An adjective is a word used to describe, or modify, noun or a pronoun. Adjectives usually answer questions like which one, what kind, or how many:
that hilarious book
the red one
several heavy books
In English adjectives usually precede nouns or pronouns. However, in sentences with linking verbs, such as the to be verbs or the “sense” verbs, adjectives can follow the verb
Dave Barry’s books are hilarious; they seem so random.
One good adjective can be invaluable in producing the image or tone you want. You may also “stack” adjectives–as long as you don’t stack them too high. In general, if you think you need more than three adjectives, you may really just need a better noun. For instance, instead of saying the unkempt, dilapidated, dirty little house, consider just saying the hovel. (It’s not true that he who uses the most adjectives wins; it’s he who uses the most suitable adjectives.)

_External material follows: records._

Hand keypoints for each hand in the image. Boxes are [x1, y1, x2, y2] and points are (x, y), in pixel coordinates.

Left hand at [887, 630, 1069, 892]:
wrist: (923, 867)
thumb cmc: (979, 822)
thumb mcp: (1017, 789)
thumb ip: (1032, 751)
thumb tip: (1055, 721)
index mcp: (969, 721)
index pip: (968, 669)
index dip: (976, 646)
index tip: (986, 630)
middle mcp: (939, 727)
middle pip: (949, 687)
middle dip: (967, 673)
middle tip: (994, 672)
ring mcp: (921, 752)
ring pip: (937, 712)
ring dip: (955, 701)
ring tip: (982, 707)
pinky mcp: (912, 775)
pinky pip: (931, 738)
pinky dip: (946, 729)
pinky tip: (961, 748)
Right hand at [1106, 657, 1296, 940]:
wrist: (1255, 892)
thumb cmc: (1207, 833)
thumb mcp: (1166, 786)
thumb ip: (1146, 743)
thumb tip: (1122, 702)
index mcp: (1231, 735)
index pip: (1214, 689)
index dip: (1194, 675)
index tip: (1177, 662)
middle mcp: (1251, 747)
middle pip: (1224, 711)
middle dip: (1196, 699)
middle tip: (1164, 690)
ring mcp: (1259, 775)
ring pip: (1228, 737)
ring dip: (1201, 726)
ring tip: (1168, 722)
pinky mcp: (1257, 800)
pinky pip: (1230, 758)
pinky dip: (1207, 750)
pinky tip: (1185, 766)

Descriptive adjectives (steamy, stormy) call up images, tones, and feelings. Steamy weather is different from stormy weather. Steamy and stormy conjure different pictures, feelings, and associations.
Many descriptive adjectives come from verbs. The verb had broken, without the helper had, is an adjective: a broken keyboard. Likewise, the -ing verb form, such as is running, used without its helper is, can be an adjective: running shoes. (For more on -ed and -ing forms, see the TIP SheetS “Verbs” and “Consistent Verb Tense.”)

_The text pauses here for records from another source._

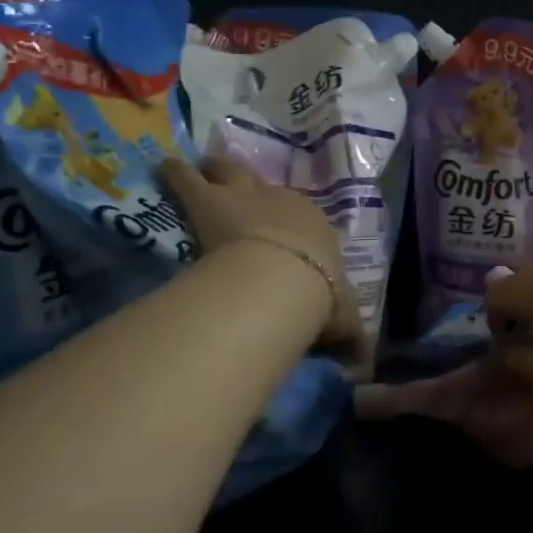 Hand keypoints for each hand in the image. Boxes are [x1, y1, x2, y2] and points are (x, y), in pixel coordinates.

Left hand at [161, 155, 364, 356]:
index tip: (281, 229)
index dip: (288, 221)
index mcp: (315, 226)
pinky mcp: (209, 200)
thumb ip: (351, 338)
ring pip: (230, 171)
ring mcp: (245, 196)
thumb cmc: (317, 297)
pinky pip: (188, 177)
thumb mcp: (343, 321)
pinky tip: (167, 168)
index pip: (303, 218)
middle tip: (236, 188)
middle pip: (264, 184)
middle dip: (250, 185)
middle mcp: (283, 202)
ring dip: (217, 170)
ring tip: (201, 168)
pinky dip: (176, 173)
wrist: (282, 280)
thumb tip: (365, 364) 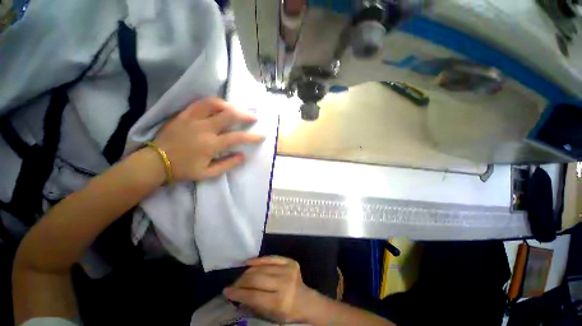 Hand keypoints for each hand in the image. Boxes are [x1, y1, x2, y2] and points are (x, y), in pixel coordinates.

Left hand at [152, 97, 263, 180]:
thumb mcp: (208, 173)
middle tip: (254, 117)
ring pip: (214, 104)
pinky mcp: (183, 114)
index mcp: (211, 145)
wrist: (155, 162)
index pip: (237, 137)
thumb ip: (228, 164)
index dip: (252, 136)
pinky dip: (213, 102)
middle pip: (229, 115)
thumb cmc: (183, 170)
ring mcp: (193, 119)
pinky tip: (220, 105)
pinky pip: (200, 102)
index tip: (261, 135)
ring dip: (230, 105)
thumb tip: (243, 155)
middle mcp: (204, 129)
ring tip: (237, 109)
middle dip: (245, 115)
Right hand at [223, 256, 320, 323]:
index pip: (254, 296)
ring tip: (240, 275)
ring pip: (262, 267)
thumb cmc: (286, 312)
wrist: (305, 300)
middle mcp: (284, 284)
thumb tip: (235, 293)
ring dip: (248, 271)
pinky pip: (271, 258)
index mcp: (280, 302)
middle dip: (241, 281)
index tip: (226, 291)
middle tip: (233, 283)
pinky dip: (259, 260)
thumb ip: (253, 304)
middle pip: (257, 279)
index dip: (238, 293)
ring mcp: (288, 270)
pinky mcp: (290, 261)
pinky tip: (249, 262)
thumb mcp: (270, 315) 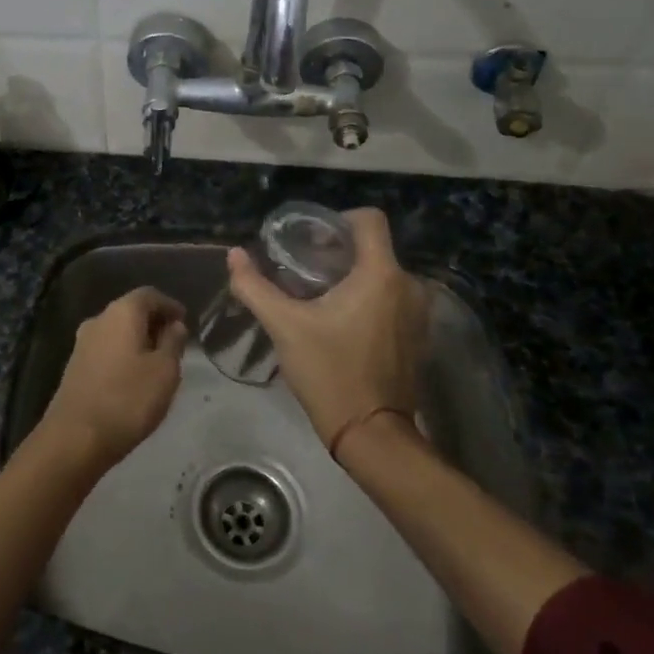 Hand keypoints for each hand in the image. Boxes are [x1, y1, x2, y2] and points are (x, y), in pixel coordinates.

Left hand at [40, 287, 188, 467]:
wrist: (75, 437)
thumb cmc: (128, 399)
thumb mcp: (164, 371)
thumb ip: (173, 343)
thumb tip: (175, 325)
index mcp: (121, 312)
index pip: (149, 294)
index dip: (170, 305)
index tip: (186, 321)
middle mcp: (99, 319)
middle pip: (131, 310)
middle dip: (154, 322)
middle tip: (175, 343)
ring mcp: (82, 342)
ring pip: (117, 330)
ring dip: (138, 339)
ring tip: (158, 362)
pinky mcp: (75, 365)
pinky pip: (106, 348)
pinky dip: (124, 353)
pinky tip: (134, 376)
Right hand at [225, 208, 430, 457]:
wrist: (371, 434)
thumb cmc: (330, 372)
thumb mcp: (284, 327)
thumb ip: (255, 287)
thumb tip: (234, 255)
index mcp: (381, 274)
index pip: (369, 219)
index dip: (338, 220)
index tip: (310, 239)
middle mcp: (409, 285)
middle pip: (373, 247)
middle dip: (338, 251)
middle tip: (302, 268)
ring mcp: (418, 312)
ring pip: (382, 273)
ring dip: (352, 276)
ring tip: (317, 294)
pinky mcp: (417, 335)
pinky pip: (391, 298)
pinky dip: (367, 298)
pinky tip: (339, 320) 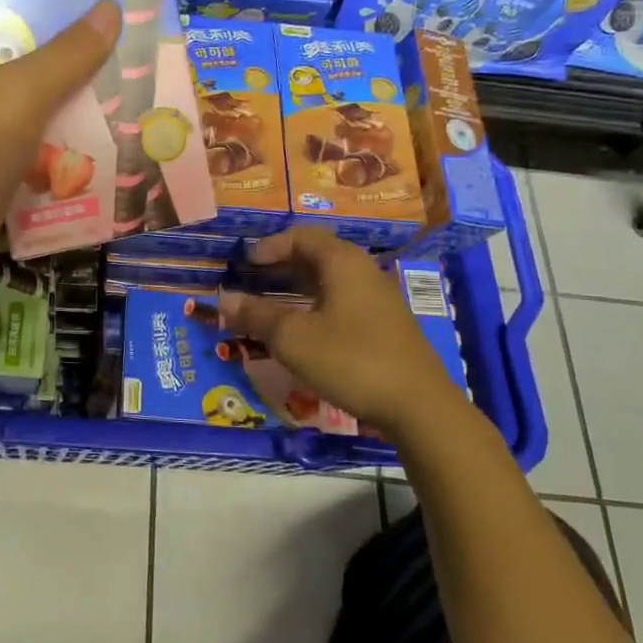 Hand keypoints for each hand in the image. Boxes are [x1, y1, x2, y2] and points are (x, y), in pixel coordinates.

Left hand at [0, 3, 121, 310]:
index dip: (34, 11)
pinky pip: (31, 168)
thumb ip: (62, 57)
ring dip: (71, 121)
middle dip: (67, 70)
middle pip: (16, 75)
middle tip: (124, 59)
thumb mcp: (14, 99)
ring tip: (127, 106)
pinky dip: (61, 166)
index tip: (89, 9)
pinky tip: (105, 161)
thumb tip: (108, 8)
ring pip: (29, 125)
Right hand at [214, 227, 471, 440]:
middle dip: (280, 268)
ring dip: (296, 290)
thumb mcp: (292, 338)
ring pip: (329, 283)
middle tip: (251, 283)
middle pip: (317, 257)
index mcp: (343, 263)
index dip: (270, 246)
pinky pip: (342, 304)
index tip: (245, 264)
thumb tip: (223, 300)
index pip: (302, 236)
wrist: (418, 406)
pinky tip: (302, 334)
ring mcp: (378, 301)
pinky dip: (315, 308)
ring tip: (269, 308)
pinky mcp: (385, 327)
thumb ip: (256, 315)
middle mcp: (364, 272)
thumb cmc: (350, 360) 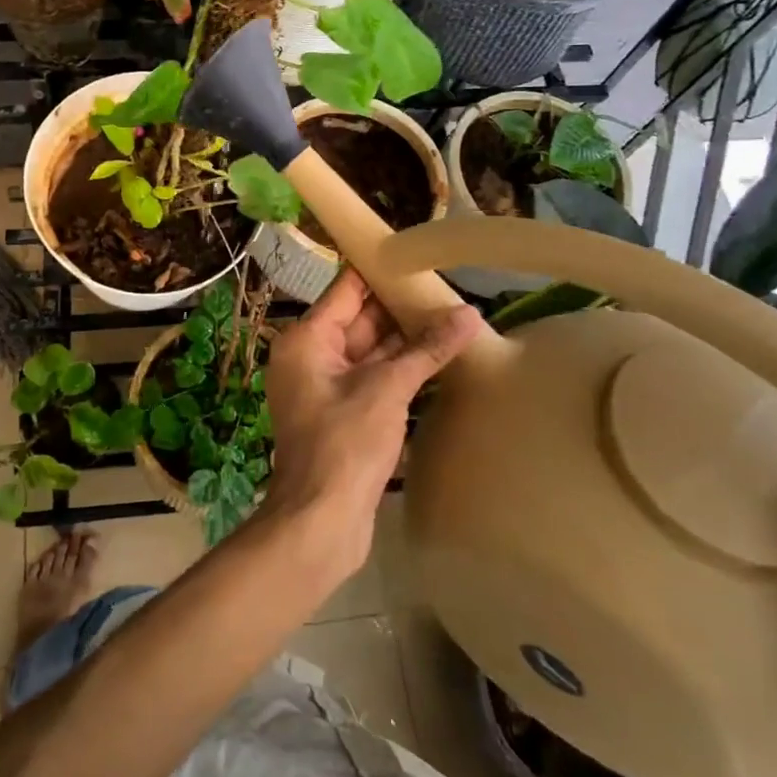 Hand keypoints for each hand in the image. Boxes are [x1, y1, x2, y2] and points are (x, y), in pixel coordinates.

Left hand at [261, 270, 483, 568]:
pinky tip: (440, 359)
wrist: (321, 522)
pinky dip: (402, 370)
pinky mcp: (344, 414)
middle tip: (447, 287)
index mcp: (307, 339)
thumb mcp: (388, 389)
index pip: (346, 289)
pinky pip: (375, 379)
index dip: (379, 270)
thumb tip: (469, 314)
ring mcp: (327, 387)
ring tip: (453, 318)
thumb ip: (427, 350)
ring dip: (407, 340)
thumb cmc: (344, 443)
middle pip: (360, 319)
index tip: (416, 254)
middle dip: (400, 306)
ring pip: (371, 350)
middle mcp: (312, 356)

Nouns can be used as adjectives, too. For instance, the noun student can be made to modify, or describe, the noun bookstore: the student bookstore. Nouns often combine to produce compound adjectives that modify a noun as a unit, usually joined by hyphens when they precede the noun. When they follow the noun, the hyphens are omitted:
He was an 18-year-old boy, but the girl was only 16 years old.
Other compound adjectives do not use hyphens in any case. In income tax forms, income tax is a compound adjective that does not require a hyphen.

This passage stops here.